[Dataset entries]

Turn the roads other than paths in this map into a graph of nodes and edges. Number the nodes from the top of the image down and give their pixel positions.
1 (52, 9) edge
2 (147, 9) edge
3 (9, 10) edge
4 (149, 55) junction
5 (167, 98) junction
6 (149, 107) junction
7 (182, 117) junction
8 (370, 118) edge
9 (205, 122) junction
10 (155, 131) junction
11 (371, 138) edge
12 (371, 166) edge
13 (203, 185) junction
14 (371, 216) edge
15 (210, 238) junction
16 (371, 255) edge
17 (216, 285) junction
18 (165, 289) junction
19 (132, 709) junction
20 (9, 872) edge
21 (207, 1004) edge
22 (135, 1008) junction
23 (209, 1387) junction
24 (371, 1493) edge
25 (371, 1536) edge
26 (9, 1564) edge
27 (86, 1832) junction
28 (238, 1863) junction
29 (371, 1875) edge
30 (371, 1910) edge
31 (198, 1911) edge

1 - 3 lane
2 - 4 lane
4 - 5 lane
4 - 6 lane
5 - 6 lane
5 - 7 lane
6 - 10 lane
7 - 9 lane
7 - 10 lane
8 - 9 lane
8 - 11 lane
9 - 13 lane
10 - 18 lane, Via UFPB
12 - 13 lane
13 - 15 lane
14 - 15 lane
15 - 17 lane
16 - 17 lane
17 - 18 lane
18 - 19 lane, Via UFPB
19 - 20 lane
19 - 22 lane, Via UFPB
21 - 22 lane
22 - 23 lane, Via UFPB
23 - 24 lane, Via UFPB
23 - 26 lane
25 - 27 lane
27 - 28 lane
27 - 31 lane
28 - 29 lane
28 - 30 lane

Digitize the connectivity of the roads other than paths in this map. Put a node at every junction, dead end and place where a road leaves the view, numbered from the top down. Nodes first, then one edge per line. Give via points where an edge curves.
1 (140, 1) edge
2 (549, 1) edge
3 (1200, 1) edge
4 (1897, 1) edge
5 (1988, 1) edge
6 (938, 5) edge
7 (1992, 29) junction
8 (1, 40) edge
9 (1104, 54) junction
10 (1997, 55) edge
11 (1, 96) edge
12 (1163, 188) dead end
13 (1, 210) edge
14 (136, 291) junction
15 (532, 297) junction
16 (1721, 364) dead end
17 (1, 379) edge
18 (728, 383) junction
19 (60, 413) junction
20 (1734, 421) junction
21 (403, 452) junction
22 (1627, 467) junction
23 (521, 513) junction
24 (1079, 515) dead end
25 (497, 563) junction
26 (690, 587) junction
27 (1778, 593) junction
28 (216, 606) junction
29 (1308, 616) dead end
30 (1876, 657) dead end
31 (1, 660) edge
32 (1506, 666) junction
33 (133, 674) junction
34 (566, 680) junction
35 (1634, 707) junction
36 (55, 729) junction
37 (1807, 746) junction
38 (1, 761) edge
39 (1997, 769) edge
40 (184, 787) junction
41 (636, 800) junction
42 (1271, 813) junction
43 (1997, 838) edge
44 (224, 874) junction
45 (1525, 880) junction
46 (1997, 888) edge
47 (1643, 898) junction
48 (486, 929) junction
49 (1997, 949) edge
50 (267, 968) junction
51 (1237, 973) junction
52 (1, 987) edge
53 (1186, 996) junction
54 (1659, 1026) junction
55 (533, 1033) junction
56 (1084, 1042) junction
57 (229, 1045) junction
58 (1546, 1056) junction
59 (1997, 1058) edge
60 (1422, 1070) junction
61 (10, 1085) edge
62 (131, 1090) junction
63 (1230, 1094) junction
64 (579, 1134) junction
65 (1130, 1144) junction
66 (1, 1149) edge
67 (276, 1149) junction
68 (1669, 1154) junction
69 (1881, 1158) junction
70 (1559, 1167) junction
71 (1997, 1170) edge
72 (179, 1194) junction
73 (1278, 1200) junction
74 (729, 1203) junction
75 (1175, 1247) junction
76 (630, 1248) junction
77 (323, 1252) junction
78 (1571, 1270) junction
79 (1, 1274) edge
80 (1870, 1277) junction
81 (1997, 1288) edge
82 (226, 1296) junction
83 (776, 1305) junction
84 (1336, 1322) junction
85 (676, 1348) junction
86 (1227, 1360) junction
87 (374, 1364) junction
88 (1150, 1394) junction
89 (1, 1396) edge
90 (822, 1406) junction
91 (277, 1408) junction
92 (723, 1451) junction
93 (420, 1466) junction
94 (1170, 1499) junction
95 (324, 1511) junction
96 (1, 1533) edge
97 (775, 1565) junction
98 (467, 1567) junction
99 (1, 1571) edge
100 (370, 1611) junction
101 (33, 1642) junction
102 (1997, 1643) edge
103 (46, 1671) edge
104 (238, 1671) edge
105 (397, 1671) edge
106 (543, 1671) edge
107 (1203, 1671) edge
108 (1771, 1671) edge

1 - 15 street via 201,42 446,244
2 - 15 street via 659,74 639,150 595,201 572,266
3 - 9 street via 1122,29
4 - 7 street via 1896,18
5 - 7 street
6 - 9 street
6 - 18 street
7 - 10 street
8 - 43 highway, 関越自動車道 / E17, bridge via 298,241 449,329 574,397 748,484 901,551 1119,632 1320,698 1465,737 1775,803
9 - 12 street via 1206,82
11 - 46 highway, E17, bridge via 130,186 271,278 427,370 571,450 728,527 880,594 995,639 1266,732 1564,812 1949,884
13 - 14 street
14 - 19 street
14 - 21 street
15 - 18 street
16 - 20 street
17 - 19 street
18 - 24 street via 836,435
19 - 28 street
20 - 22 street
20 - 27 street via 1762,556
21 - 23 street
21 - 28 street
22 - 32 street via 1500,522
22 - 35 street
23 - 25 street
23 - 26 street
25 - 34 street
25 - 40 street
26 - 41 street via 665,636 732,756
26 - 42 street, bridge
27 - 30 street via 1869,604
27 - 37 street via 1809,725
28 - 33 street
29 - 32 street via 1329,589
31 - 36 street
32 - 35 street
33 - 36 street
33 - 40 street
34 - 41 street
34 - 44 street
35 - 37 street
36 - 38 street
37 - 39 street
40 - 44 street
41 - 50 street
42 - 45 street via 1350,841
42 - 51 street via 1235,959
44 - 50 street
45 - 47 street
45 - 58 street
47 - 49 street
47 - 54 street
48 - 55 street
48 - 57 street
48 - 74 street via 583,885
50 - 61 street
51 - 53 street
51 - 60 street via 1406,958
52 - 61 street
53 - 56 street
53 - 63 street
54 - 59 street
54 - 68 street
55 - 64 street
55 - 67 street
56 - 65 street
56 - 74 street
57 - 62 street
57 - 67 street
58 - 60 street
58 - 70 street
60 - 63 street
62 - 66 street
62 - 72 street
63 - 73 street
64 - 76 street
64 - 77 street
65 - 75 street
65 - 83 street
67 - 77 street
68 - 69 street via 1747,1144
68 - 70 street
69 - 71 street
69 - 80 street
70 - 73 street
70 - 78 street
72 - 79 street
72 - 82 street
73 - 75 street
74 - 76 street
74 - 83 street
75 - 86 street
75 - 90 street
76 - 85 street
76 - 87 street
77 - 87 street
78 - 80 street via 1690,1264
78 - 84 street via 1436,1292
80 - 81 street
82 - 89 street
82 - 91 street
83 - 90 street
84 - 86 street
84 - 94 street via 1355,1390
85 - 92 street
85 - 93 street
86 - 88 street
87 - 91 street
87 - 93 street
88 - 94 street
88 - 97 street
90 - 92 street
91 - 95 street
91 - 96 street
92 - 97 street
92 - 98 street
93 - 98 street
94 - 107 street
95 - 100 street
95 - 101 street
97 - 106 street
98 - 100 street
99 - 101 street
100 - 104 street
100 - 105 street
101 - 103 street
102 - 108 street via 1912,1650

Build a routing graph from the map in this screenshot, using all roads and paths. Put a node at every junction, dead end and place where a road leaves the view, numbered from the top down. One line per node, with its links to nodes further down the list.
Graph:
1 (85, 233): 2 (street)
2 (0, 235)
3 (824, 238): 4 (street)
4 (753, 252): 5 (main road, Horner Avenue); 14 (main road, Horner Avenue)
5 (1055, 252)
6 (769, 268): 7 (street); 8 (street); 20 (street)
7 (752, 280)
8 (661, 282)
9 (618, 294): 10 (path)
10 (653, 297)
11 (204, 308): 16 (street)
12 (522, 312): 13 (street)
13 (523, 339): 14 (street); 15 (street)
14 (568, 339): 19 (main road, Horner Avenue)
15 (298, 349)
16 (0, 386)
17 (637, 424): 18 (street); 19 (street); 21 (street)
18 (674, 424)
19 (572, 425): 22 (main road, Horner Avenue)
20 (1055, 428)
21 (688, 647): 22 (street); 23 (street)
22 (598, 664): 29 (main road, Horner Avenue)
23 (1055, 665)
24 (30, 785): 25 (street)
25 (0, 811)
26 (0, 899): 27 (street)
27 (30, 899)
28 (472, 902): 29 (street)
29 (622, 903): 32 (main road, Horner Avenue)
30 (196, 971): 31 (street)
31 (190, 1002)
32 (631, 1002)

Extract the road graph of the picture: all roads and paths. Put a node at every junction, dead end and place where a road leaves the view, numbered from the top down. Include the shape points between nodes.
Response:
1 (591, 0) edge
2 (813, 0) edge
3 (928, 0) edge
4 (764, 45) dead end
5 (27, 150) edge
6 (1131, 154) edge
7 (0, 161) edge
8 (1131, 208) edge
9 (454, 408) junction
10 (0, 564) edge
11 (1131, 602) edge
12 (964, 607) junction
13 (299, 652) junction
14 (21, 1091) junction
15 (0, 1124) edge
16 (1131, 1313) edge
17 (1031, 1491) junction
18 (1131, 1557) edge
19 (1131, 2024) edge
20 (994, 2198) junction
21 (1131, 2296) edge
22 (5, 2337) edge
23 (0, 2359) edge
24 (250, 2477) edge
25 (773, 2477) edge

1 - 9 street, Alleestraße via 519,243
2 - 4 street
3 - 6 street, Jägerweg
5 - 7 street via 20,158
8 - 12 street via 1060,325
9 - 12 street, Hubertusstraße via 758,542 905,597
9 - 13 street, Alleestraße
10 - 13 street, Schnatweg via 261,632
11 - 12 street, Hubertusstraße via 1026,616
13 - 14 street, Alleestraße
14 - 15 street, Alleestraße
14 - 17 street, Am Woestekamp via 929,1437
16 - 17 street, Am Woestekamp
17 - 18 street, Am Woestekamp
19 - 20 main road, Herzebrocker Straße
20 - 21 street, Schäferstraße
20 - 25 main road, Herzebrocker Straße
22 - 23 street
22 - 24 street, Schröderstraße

## Problem
Whenever a line in the entries above includes the word "Woestekamp", pull that line out.

## Written solution
14 - 17 street, Am Woestekamp via 929,1437
16 - 17 street, Am Woestekamp
17 - 18 street, Am Woestekamp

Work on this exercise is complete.